Case in point: Stoneridge’s MirrorEye Camera Monitor System, which relies on external cameras placed in strategic areas around a tractor-trailer to give drivers a much more enhanced view of vehicles and traffic conditions around a truck. The fleet recently decided to make it a standard spec on all new Class 8 tractors it will purchase going forward.
“We first started experimenting with the MirrorEye system four years ago,” Newell says. “And we’ve played a big part in helping Stoneridge develop and refine the system.”
Beyond simply making its trucks safer, Newell says Maverick wanted to reduce high-cost insurance payouts due to accidents and injuries resulting from road crashes. Another benefit is the possibility of fuel savings at some point in the future, if Maverick ever elects to remove rear-view mirrors completely in favor of the more aerodynamically streamlined MirrorEye cameras.

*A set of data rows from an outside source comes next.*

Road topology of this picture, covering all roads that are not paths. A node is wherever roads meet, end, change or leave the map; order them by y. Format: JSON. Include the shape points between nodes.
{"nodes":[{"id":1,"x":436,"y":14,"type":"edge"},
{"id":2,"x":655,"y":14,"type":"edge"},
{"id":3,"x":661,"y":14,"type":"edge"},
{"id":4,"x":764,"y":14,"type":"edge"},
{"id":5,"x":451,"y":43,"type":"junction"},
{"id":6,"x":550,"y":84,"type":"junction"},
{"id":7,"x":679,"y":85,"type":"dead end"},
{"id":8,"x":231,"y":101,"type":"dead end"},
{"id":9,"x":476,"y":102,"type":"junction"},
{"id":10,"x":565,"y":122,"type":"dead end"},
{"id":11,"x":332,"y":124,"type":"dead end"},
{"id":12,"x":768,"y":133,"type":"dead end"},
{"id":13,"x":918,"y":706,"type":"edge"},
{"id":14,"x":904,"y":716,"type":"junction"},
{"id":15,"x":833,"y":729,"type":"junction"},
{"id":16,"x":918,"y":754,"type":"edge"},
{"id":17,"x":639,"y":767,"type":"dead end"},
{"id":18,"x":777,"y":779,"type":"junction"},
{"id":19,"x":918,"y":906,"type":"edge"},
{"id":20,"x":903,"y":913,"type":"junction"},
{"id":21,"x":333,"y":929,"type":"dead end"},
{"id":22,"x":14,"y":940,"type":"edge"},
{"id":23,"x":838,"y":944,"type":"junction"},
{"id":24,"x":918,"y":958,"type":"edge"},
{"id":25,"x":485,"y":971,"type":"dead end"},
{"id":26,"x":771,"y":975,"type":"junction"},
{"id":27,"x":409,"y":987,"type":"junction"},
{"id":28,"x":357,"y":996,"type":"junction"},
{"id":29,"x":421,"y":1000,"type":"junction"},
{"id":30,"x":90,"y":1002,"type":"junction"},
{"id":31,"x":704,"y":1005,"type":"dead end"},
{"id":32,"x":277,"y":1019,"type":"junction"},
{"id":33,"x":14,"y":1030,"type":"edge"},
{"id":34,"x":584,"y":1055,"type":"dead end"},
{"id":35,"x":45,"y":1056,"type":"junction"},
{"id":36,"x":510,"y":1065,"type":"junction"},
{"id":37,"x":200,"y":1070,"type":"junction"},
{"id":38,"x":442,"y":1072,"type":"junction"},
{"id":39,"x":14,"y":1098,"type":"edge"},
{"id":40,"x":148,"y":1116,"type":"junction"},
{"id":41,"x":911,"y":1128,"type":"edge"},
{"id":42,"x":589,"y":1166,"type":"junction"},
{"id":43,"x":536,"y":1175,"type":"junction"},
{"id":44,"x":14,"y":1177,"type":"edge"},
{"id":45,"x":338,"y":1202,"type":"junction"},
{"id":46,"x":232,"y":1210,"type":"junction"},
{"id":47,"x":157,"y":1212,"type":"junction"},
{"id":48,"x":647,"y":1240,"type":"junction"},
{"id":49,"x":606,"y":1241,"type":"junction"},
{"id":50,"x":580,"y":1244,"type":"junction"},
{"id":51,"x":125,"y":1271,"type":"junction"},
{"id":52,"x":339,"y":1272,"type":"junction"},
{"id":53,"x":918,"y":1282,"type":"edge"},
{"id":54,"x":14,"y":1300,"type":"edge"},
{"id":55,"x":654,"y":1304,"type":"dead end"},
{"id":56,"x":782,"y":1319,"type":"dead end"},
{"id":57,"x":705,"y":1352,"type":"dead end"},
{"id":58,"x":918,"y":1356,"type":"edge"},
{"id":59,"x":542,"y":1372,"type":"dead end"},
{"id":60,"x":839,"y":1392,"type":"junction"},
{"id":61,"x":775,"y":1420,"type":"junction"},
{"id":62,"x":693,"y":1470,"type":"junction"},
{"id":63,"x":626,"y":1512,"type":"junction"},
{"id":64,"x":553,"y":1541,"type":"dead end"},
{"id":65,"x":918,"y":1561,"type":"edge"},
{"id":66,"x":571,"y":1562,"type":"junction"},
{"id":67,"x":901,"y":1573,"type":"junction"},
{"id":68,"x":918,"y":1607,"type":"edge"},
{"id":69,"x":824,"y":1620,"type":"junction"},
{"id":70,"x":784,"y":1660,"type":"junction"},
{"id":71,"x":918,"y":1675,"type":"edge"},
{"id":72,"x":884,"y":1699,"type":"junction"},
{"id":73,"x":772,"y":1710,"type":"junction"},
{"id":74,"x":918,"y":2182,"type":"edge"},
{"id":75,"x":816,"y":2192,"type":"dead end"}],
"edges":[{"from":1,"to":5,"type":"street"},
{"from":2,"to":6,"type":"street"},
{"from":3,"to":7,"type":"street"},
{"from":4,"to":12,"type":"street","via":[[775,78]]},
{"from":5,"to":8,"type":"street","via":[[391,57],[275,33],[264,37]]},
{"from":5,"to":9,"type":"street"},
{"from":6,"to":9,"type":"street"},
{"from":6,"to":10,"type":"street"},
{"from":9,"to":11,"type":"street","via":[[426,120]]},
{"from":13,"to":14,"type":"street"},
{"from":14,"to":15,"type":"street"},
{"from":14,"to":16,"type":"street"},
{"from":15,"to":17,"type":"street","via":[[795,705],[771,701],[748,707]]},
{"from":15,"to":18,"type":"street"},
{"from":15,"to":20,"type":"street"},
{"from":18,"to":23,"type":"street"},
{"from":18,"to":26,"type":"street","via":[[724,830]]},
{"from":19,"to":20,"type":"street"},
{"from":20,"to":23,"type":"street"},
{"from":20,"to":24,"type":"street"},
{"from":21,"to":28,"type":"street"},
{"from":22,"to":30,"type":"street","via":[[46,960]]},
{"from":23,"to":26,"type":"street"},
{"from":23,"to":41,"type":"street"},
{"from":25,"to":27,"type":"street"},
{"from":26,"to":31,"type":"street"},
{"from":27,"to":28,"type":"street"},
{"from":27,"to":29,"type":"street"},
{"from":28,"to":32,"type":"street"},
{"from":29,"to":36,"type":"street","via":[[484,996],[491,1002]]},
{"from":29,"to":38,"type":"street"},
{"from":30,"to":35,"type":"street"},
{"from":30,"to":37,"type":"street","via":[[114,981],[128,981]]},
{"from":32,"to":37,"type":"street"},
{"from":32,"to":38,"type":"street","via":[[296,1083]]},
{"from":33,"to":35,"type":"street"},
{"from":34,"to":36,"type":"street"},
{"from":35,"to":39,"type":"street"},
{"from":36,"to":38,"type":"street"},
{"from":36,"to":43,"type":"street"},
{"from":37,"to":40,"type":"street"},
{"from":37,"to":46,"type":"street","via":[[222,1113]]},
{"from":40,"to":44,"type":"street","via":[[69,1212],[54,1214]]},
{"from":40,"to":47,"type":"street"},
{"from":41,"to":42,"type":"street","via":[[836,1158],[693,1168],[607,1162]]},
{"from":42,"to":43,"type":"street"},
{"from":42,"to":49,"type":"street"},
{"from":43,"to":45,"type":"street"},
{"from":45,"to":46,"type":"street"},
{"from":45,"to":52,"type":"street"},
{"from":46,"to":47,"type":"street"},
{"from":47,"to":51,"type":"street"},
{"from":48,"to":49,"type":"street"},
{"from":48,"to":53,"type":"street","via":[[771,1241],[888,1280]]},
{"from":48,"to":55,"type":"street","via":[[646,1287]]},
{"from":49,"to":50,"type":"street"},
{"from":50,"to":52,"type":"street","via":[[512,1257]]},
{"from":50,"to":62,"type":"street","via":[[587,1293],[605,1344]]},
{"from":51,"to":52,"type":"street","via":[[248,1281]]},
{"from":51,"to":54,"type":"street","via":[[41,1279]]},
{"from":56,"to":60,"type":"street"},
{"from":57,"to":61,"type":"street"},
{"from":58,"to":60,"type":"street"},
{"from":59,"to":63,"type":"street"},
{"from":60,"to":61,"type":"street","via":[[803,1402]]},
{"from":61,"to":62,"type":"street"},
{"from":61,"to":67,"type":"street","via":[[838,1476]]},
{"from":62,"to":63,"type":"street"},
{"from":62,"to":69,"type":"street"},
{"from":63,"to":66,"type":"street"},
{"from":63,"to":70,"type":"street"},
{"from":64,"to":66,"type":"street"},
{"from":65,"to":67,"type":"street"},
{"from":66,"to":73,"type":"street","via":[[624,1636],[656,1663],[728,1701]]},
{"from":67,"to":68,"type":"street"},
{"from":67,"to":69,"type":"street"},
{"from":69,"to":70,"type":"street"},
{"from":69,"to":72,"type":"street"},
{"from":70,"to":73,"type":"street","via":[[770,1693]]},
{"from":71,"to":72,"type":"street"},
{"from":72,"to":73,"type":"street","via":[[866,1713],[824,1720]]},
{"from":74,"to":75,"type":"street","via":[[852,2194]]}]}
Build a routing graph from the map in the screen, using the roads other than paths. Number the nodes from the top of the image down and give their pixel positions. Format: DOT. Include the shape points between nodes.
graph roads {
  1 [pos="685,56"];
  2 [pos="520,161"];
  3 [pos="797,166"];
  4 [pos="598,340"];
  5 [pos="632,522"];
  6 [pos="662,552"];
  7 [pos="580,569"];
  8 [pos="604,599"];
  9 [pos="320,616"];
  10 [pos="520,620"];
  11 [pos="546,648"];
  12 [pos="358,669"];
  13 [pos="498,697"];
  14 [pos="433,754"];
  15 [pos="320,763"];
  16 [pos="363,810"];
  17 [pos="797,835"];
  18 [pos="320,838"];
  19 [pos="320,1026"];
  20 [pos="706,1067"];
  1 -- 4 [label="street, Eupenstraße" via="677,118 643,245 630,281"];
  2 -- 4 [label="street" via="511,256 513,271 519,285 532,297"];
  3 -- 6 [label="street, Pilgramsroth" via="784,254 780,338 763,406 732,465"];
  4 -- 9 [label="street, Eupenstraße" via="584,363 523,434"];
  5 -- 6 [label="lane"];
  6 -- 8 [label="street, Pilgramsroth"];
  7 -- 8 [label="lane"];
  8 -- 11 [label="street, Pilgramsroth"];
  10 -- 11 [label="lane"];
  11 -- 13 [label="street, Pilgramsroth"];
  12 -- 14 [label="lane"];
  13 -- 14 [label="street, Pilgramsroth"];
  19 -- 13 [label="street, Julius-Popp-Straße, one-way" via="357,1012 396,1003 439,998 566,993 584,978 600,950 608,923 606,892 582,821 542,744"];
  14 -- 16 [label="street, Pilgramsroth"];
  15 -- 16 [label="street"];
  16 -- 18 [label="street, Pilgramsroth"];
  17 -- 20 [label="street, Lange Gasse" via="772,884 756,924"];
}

“We might be able to add a percentage point or two per truck to our overall fuel savings,” Newell says. “And that could be a significant cost savings for us, given how large our fleet is.
“But we knew that up front, the potential for saving money in insurance claims could be phenomenal. We’re tracking the data on that now, because there are a lot of factors in play when it comes to calculating those costs. We’re not quite at the point where I can announce any concrete numbers. But our gut told us that number would be huge, and we are already seeing some indications that is going to be the case.”
Feedback from Maverick drivers on the MirrorEye system has been consistently positive, Newell says, from the inception of the first prototype trials to the standard spec being put on trucks now.
“It takes some time to get used to the cameras,” he notes. “But we find that after a week to two weeks, they’re not only used to the camera system, but actually prefer it in many instances. There are no blind spots anywhere around the truck. And the cameras give much better clarity and perception in views to the sides and rear of the truck at night and in bad weather.”
Maverick will be using mirrors for the foreseeable future, but Newell says it sees MirrorEye as an added tool to make drivers safer out on the road.